▶ **Task details**
Among the entries that follow, find every line with the word "than" and copy it.

Top of Data for the task

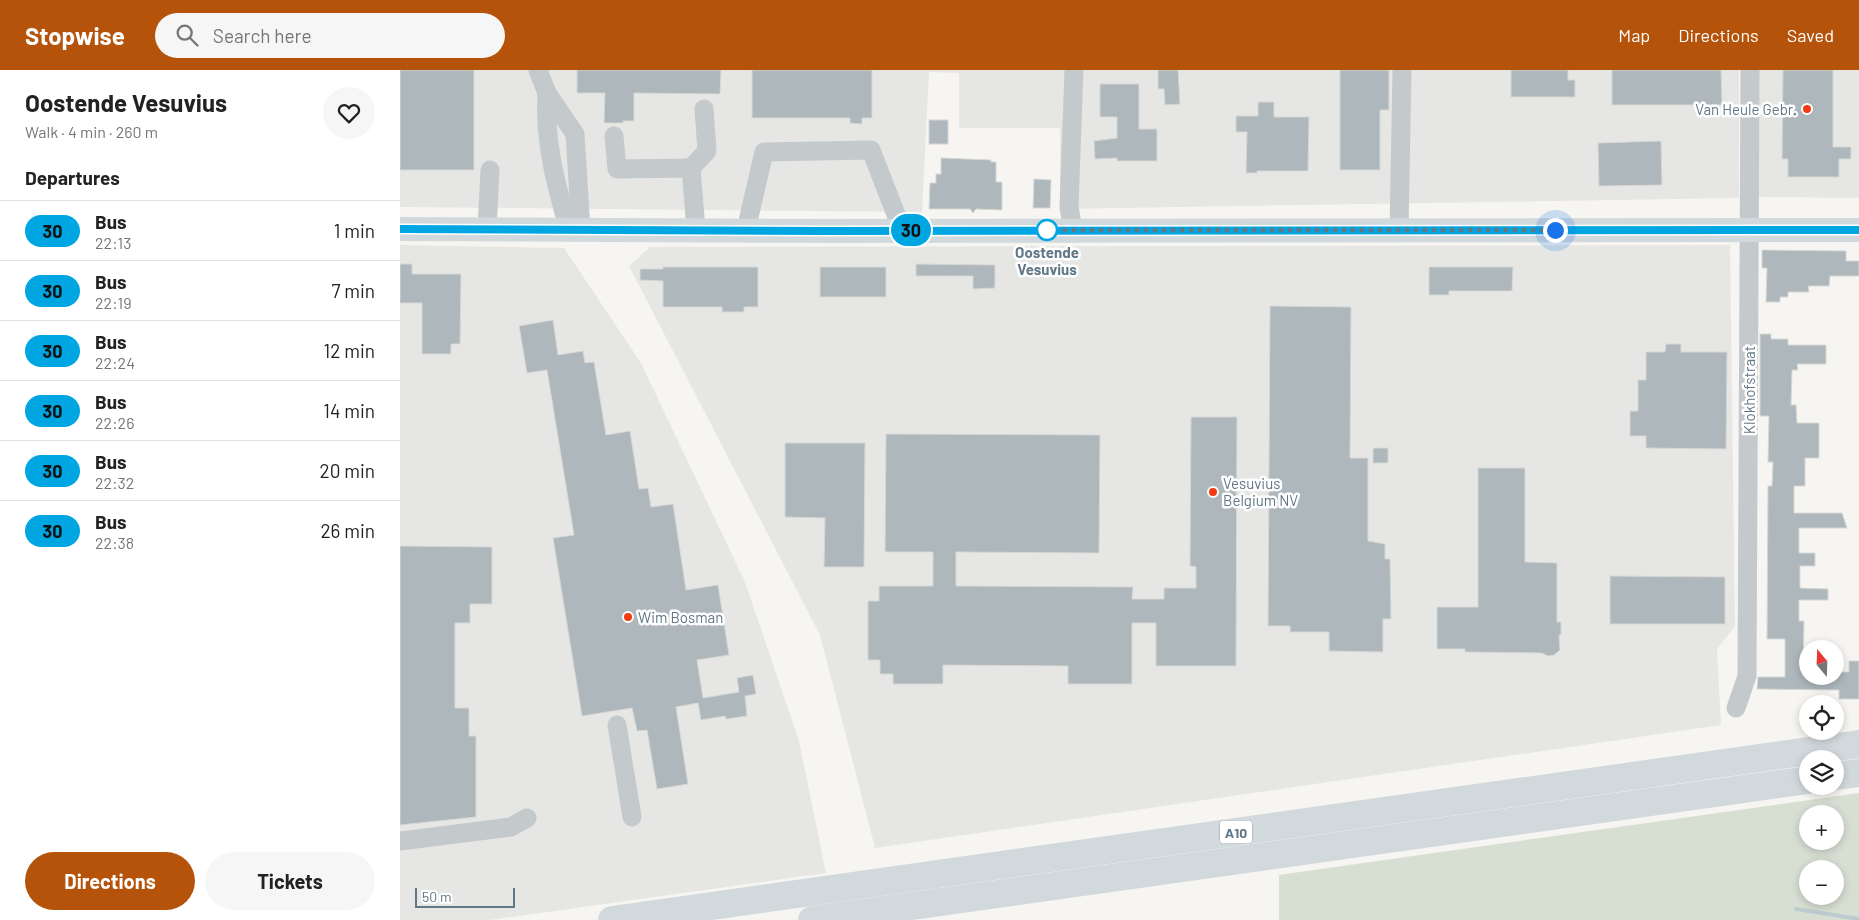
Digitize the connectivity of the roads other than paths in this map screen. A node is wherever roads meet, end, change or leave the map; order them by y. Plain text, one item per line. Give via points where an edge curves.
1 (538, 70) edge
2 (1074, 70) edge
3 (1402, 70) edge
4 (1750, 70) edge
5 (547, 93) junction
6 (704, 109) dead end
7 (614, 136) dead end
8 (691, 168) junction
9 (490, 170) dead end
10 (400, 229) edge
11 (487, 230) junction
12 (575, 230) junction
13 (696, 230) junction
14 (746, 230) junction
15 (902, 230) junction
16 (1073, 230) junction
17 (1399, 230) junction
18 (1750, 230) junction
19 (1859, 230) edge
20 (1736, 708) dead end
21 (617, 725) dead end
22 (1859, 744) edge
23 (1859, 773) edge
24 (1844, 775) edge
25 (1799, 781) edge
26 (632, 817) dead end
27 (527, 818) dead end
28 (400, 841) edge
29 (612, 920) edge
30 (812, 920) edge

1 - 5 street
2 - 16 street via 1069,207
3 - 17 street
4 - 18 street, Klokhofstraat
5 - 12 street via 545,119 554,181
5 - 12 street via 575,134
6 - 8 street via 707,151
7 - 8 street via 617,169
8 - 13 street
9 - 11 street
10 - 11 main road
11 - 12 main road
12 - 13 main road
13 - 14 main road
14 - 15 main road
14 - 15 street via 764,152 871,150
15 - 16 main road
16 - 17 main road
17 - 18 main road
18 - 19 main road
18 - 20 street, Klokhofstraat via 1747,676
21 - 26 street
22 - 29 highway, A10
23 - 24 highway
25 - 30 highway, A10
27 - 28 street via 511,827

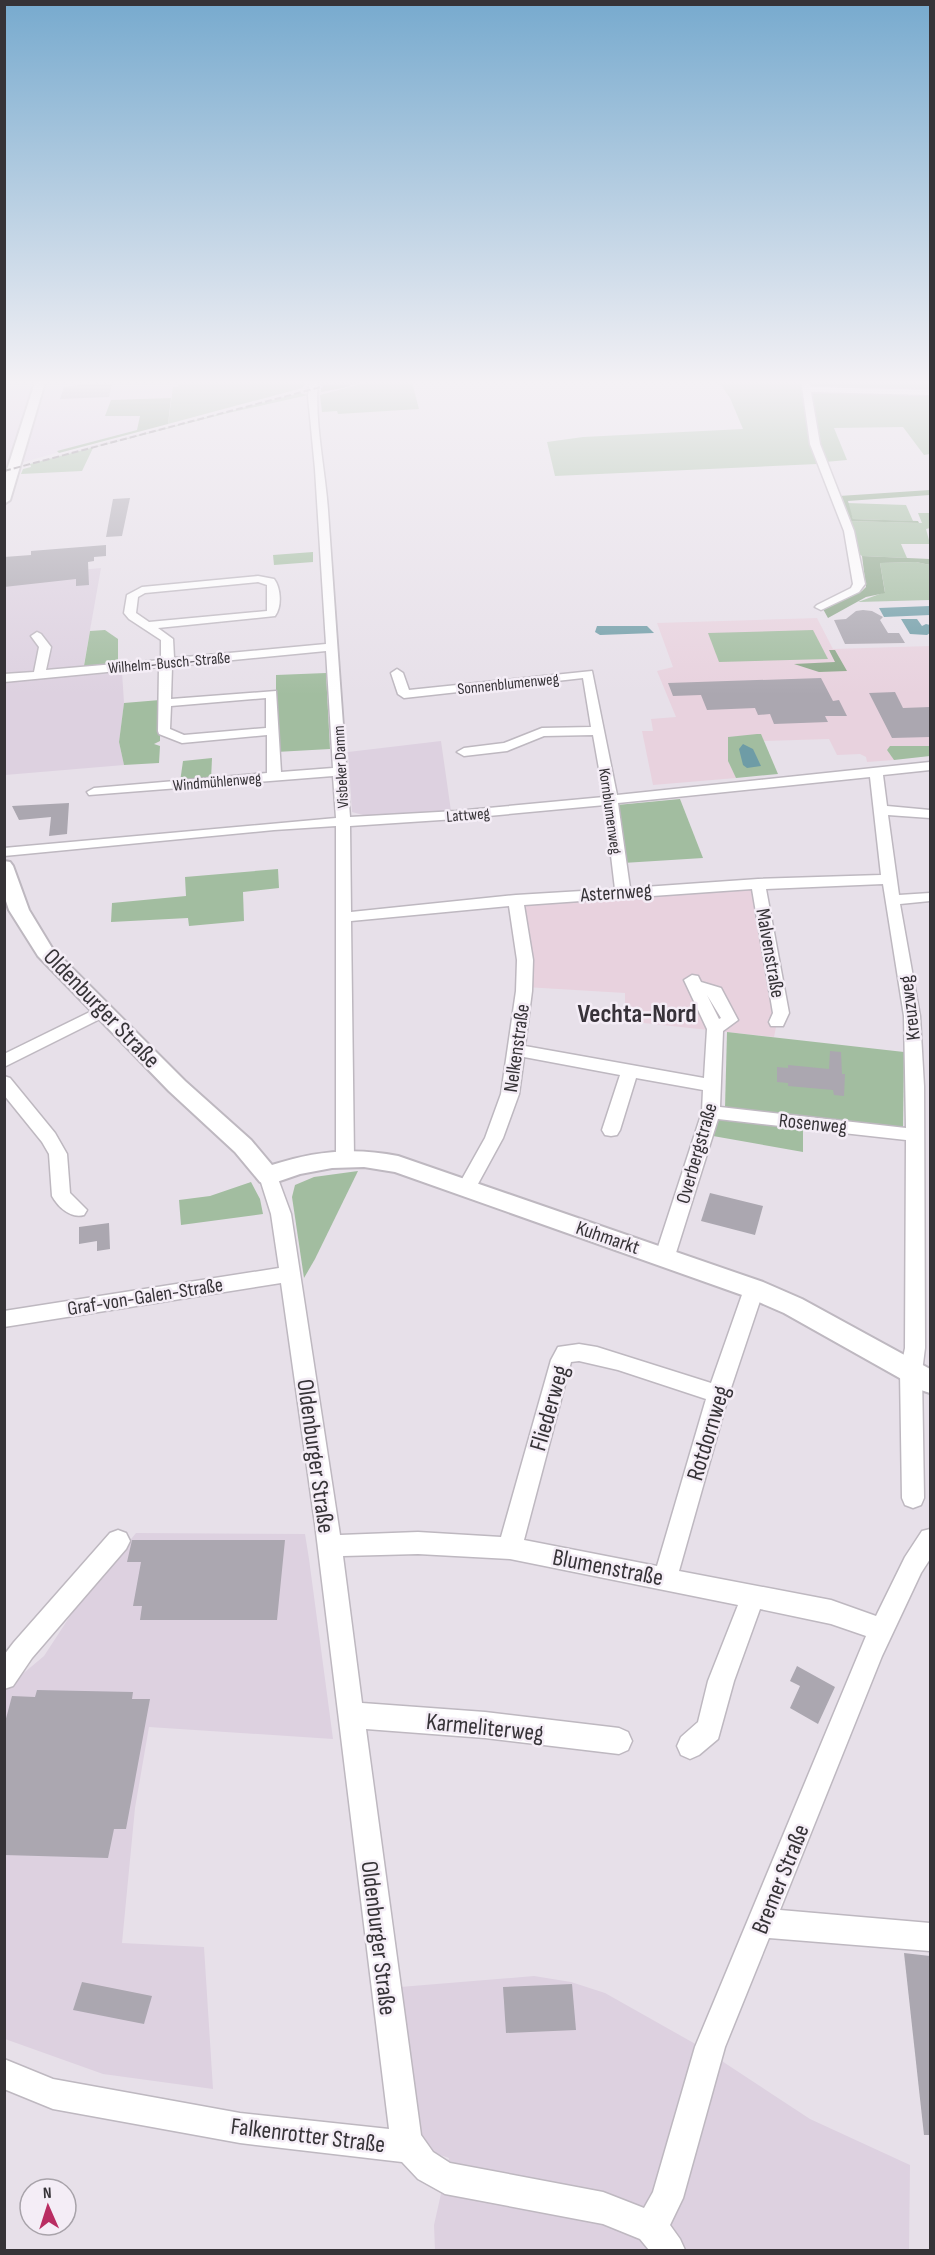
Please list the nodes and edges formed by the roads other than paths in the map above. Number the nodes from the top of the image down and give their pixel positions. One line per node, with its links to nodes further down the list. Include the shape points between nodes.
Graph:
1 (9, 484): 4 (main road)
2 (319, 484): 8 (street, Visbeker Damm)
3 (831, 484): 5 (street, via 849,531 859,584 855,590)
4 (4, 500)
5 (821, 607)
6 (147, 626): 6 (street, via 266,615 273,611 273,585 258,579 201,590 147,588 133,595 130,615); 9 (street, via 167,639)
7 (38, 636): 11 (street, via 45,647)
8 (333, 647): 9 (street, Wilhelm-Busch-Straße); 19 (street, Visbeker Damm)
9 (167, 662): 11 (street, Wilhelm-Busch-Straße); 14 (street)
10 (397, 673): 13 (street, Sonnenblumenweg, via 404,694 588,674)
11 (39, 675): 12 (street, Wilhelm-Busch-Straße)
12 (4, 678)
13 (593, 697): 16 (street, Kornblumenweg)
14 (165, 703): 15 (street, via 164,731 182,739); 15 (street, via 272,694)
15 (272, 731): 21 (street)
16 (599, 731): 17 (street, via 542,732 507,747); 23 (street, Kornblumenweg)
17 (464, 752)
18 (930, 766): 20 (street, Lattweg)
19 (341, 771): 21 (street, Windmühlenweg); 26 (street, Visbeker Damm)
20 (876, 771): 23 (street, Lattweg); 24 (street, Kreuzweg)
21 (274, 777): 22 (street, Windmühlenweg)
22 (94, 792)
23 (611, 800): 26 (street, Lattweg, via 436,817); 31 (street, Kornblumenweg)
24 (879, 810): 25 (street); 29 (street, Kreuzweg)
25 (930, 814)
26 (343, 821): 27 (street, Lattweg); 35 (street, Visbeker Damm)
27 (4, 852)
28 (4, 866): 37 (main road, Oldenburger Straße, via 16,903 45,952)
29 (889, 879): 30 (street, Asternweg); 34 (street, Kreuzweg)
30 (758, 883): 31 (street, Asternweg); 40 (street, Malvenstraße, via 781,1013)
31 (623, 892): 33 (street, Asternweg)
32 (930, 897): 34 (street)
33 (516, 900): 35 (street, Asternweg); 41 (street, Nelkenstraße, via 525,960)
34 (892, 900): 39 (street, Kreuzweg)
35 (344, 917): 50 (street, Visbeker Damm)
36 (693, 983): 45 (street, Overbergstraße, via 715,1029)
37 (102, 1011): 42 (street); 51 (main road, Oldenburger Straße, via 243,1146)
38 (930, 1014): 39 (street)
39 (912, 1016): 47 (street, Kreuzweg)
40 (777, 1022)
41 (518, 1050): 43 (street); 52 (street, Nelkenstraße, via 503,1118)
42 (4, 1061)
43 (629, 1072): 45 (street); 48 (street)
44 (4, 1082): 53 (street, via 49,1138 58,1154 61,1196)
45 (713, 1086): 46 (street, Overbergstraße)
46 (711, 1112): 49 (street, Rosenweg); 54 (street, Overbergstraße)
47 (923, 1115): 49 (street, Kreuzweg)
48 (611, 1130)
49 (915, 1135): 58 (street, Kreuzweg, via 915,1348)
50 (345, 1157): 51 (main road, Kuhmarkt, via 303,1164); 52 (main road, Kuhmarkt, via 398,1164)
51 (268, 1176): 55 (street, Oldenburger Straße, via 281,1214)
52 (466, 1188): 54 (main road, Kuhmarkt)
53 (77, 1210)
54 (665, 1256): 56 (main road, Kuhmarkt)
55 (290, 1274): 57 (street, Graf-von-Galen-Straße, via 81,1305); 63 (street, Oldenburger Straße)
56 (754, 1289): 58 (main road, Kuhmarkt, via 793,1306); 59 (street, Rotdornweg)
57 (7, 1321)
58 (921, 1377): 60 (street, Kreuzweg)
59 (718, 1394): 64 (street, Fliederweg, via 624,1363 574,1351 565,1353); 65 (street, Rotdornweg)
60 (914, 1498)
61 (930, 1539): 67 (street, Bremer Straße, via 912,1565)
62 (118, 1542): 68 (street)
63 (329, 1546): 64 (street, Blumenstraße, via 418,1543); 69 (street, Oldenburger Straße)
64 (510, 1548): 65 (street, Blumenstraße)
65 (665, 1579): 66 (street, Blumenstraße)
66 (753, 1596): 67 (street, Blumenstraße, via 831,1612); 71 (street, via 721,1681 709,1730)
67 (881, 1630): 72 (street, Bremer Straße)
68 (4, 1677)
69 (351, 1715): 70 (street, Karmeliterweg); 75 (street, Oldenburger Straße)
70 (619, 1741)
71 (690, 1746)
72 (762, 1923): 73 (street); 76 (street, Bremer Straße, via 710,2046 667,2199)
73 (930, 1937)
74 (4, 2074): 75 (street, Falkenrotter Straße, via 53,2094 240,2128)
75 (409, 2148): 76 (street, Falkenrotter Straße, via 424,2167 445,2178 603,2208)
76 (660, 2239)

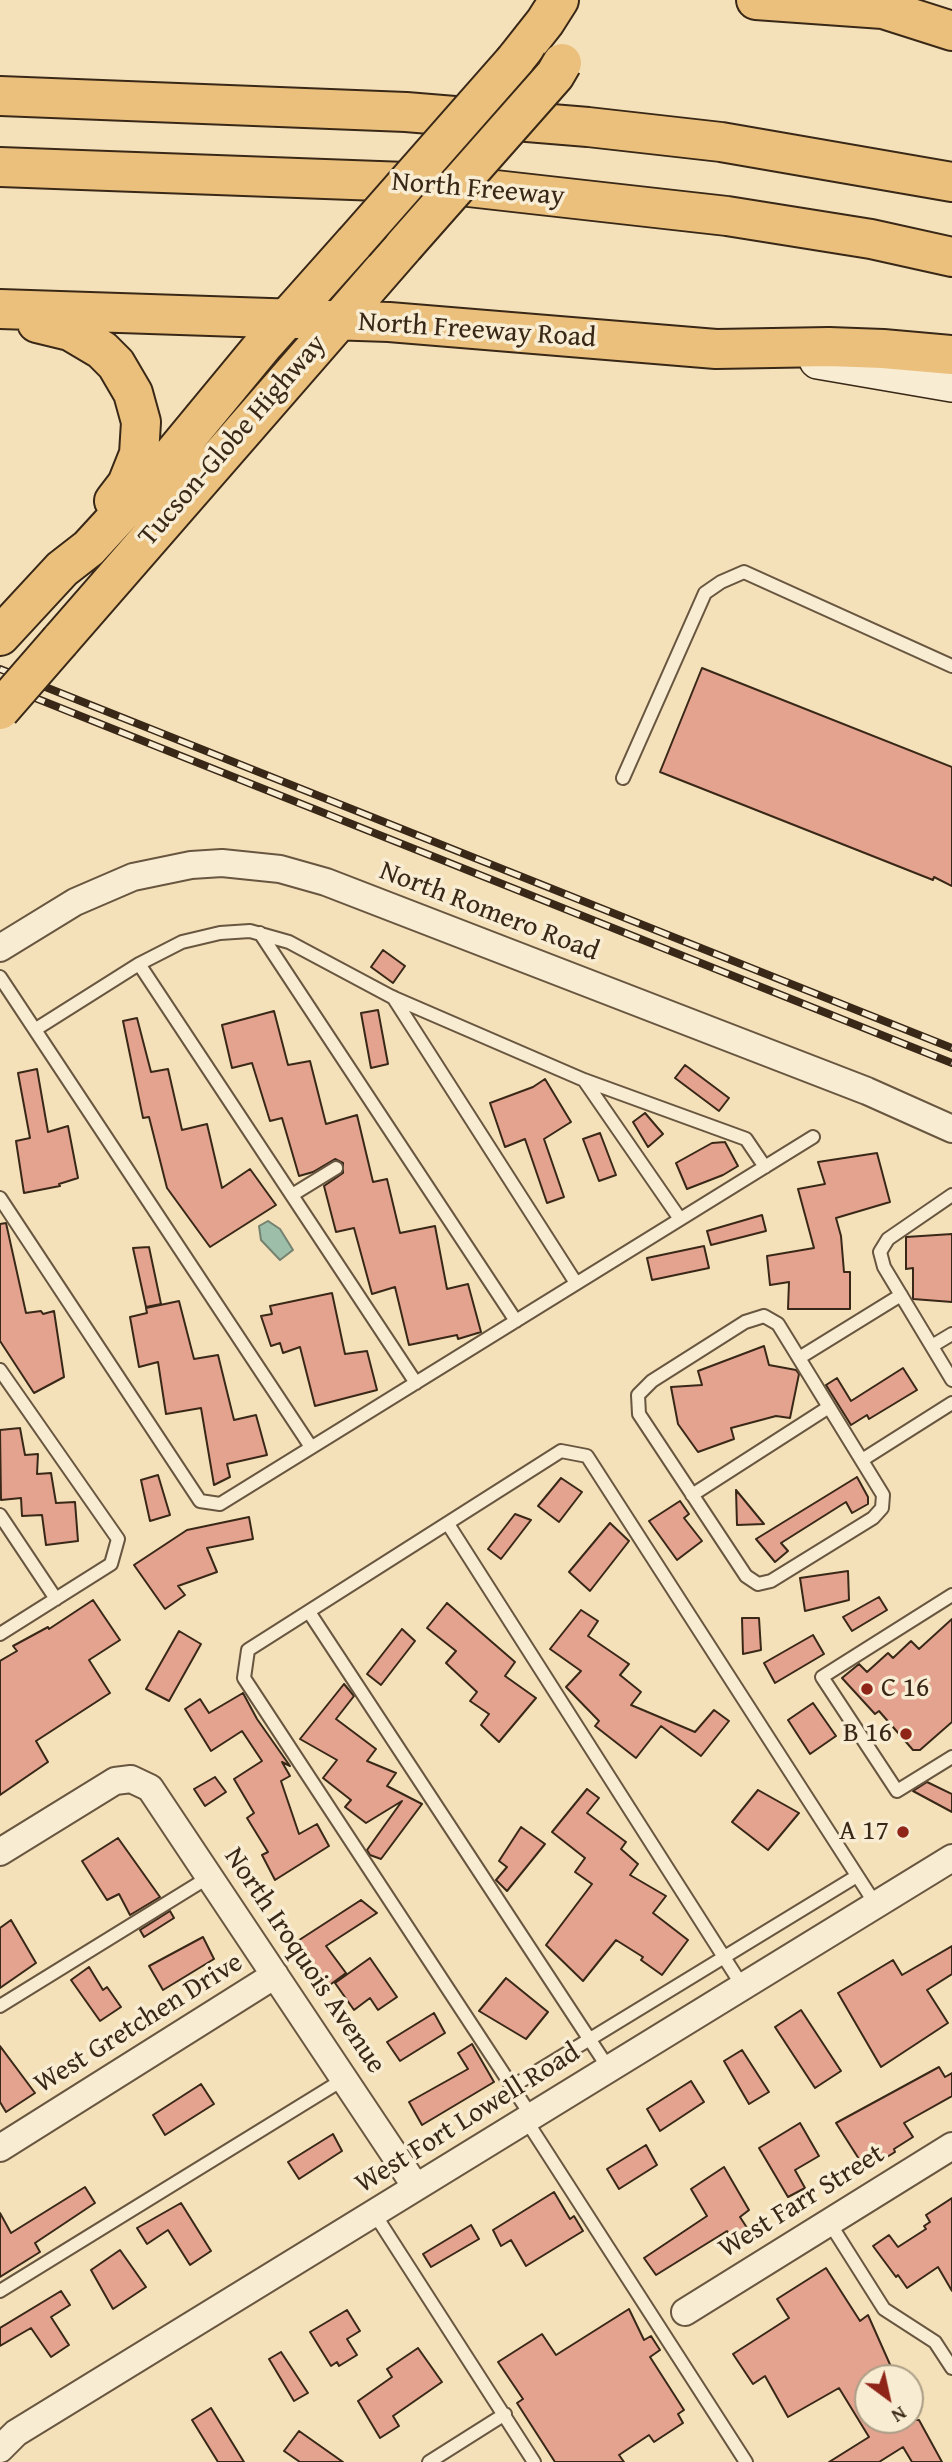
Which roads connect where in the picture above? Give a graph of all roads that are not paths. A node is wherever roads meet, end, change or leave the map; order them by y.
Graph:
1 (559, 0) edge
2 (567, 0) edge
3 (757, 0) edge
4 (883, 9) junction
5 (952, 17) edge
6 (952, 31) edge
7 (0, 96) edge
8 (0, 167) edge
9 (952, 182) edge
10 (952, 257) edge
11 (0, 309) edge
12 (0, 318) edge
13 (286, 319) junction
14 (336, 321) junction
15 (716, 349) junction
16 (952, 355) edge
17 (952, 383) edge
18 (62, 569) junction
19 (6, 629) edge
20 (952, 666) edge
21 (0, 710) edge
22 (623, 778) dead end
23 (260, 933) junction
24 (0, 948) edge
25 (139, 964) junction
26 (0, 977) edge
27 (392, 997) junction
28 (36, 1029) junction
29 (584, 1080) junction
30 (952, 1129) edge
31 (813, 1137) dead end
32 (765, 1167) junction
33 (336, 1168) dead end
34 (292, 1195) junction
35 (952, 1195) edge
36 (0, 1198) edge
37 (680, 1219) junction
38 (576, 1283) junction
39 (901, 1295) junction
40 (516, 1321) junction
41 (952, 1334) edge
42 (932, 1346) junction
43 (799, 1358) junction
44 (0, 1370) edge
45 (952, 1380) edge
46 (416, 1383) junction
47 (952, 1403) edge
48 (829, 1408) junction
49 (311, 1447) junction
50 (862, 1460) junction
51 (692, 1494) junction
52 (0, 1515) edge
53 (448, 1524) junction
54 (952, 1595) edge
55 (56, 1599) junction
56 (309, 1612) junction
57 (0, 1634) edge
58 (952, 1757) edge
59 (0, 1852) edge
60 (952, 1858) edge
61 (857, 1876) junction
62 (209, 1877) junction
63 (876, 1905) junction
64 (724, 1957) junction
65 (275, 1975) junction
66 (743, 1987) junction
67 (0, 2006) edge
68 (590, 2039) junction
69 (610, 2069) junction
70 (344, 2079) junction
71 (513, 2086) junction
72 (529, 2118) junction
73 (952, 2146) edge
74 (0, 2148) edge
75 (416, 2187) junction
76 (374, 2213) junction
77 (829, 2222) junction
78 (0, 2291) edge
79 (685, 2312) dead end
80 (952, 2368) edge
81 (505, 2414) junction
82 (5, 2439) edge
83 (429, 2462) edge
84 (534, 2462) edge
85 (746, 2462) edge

Bottom of Data for the task

▶ **Response to this task**
Digitize the connectivity of the roads other than paths in this map screen. A node is wherever roads meet, end, change or leave the map; order them by y. Plain text, one item per line. Give via points where an edge curves.
Please list the nodes and edges formed by the roads other than paths in the map above. Number the nodes from the top of the image down and give their pixel positions. One line per node, with its links to nodes further down the list. Include the shape points between nodes.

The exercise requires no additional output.